Early life
19 June 1945: Born in Yangon, then called Rangoon. She is the daughter of national hero Gen. Aung San and Daw Khin Kyi, also a prominent public figure.
July 1947: Aung San and six members of his interim government are assassinated by rivals. Suu Kyi is 2.
1960: After finishing high school, Suu Kyi leaves for further study in New Delhi, where her mother is Burma’s ambassador. She later moves to England to study at Oxford University.
1972: Marries Michael Aris, an Oxford University academic. Son Alexander born in 1973, son Kim born in 1977.
Political life
8-11 August 1988: Mass demonstrations throughout Burma. Security forces open fire on demonstrators. Hundreds are killed.
September 1988: Suu Kyi helps found opposition party, the National League for Democracy.
June 1989: The government renames the country Myanmar and the capital Yangon.

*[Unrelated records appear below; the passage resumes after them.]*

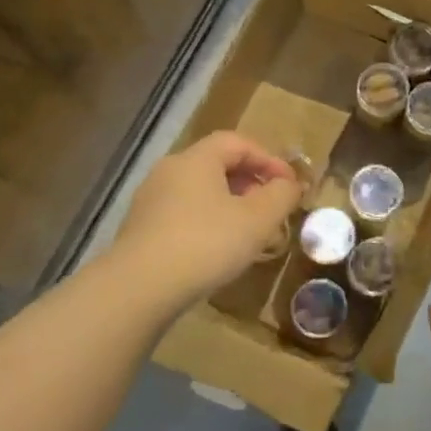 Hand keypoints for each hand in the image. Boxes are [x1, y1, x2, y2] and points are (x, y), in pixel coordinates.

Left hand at [116, 132, 301, 305]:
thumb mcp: (257, 219)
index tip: (290, 185)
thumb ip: (281, 196)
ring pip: (200, 191)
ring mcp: (150, 200)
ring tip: (249, 232)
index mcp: (196, 159)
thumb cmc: (205, 243)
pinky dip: (207, 222)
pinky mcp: (141, 229)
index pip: (238, 143)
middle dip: (250, 183)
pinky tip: (217, 250)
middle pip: (217, 164)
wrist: (139, 288)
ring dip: (230, 205)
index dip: (269, 159)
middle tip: (271, 209)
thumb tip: (291, 185)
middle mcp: (169, 170)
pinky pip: (183, 213) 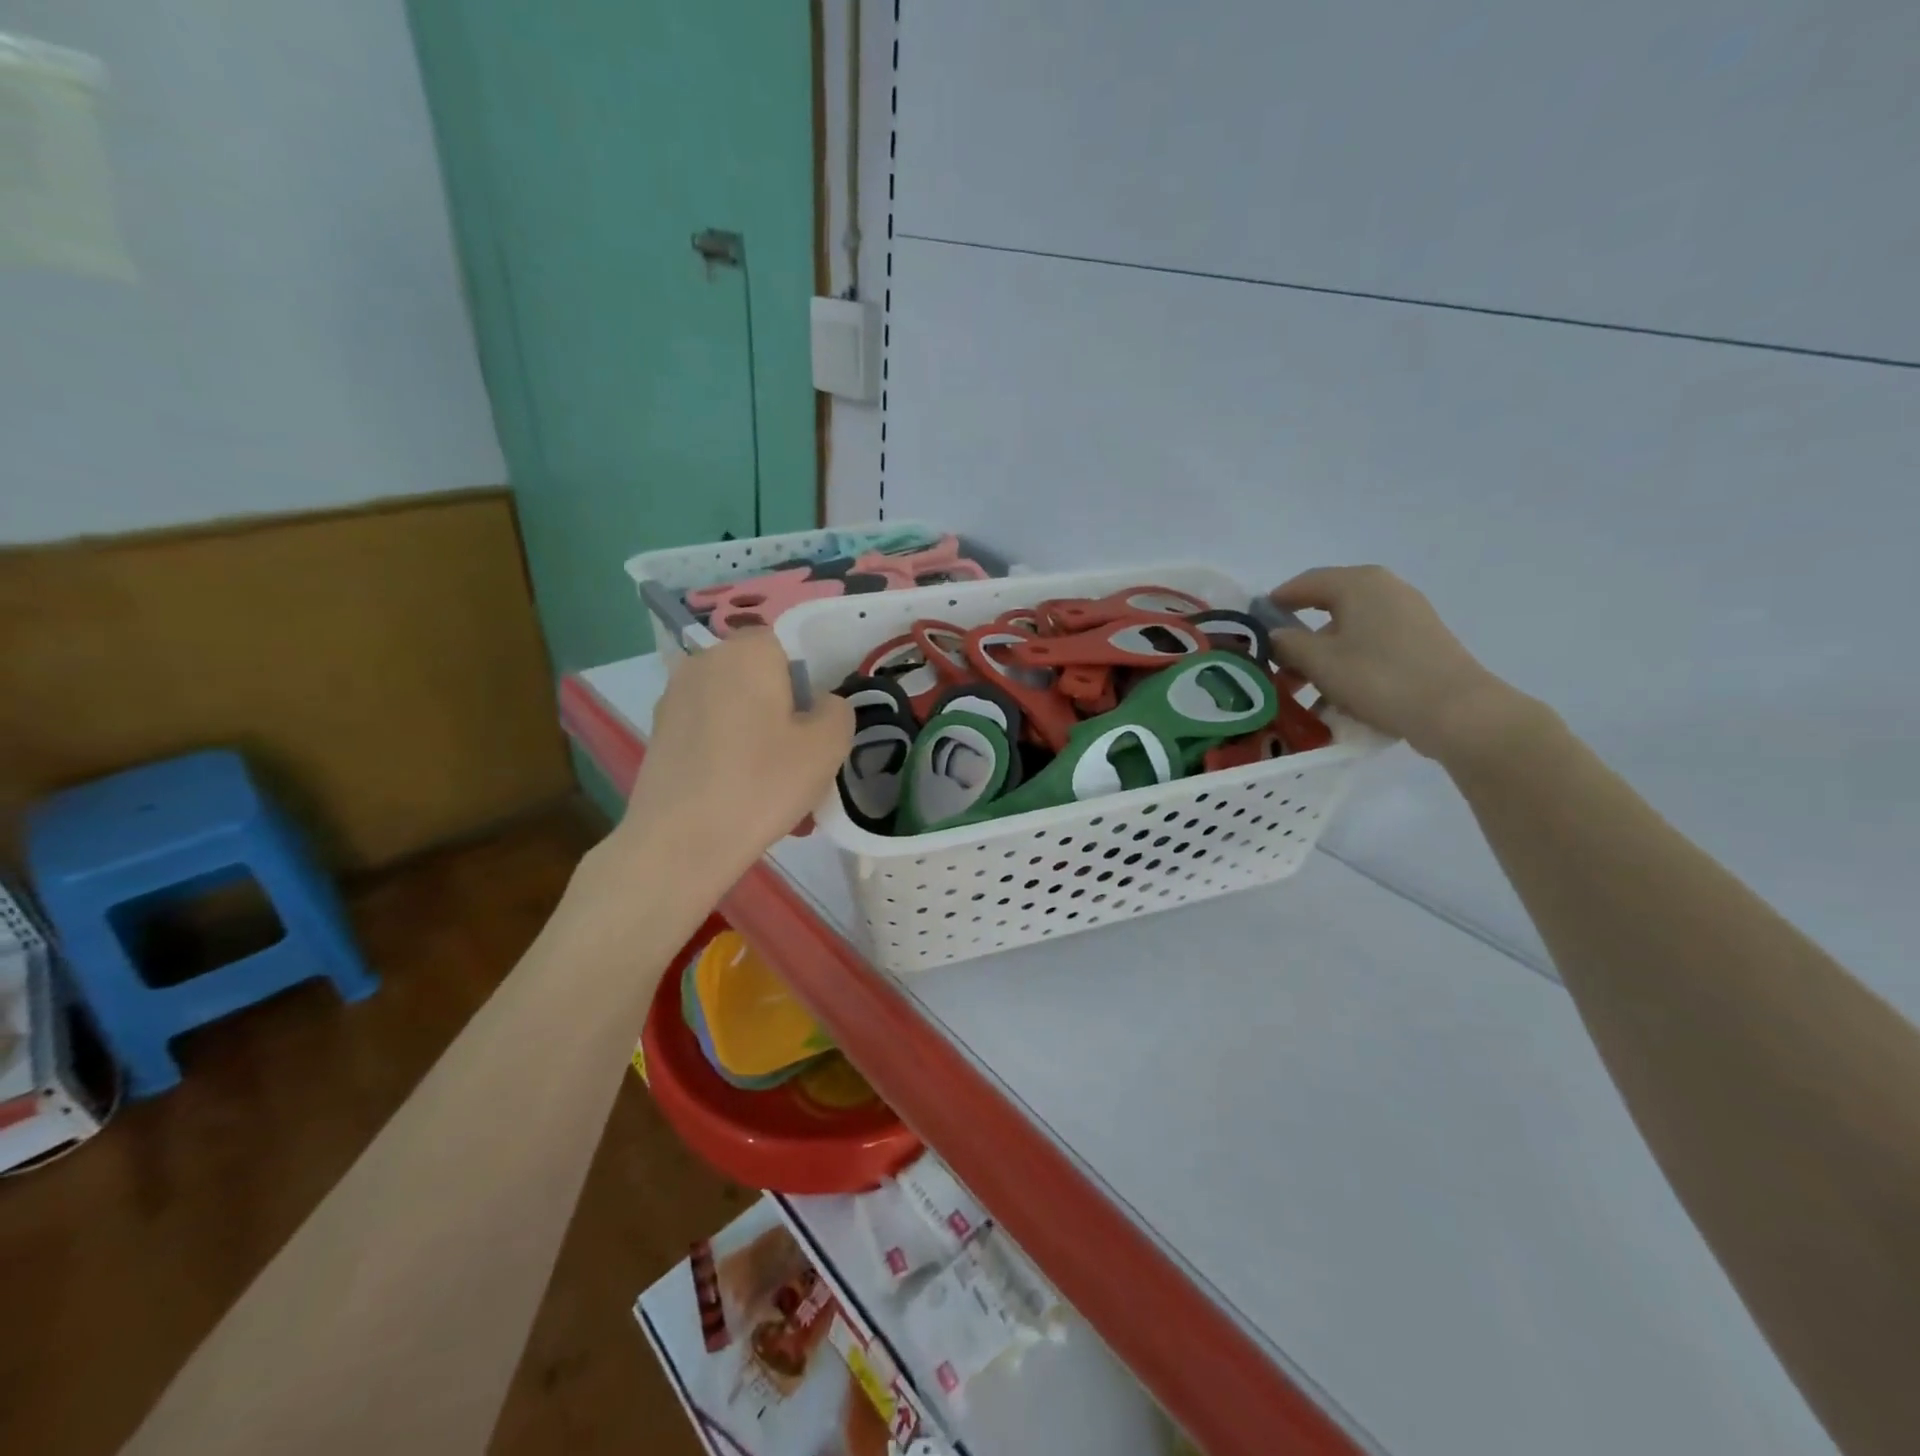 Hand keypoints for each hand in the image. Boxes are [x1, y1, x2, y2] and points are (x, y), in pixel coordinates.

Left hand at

July 1989: Suu Kyi, an increasingly outspoken critic of the junta, and her deputy, Tin Oo, are put under house arrest.
May 1990: The junta calls general elections. Suu Kyi’s party wins a landslide victory, but the military refuses to hand over power.
October 1991: Suu Kyi is awarded the Nobel Peace Prize for her peaceful struggle against the regime.
July 1995: Suu Kyi is released from house arrest but remains in Myanmar, fearing she will never be let back into the country if she leaves.
March 1999: Aris, who has not seen his wife since 1995 because the junta repeatedly denied him a visa, dies of cancer in England.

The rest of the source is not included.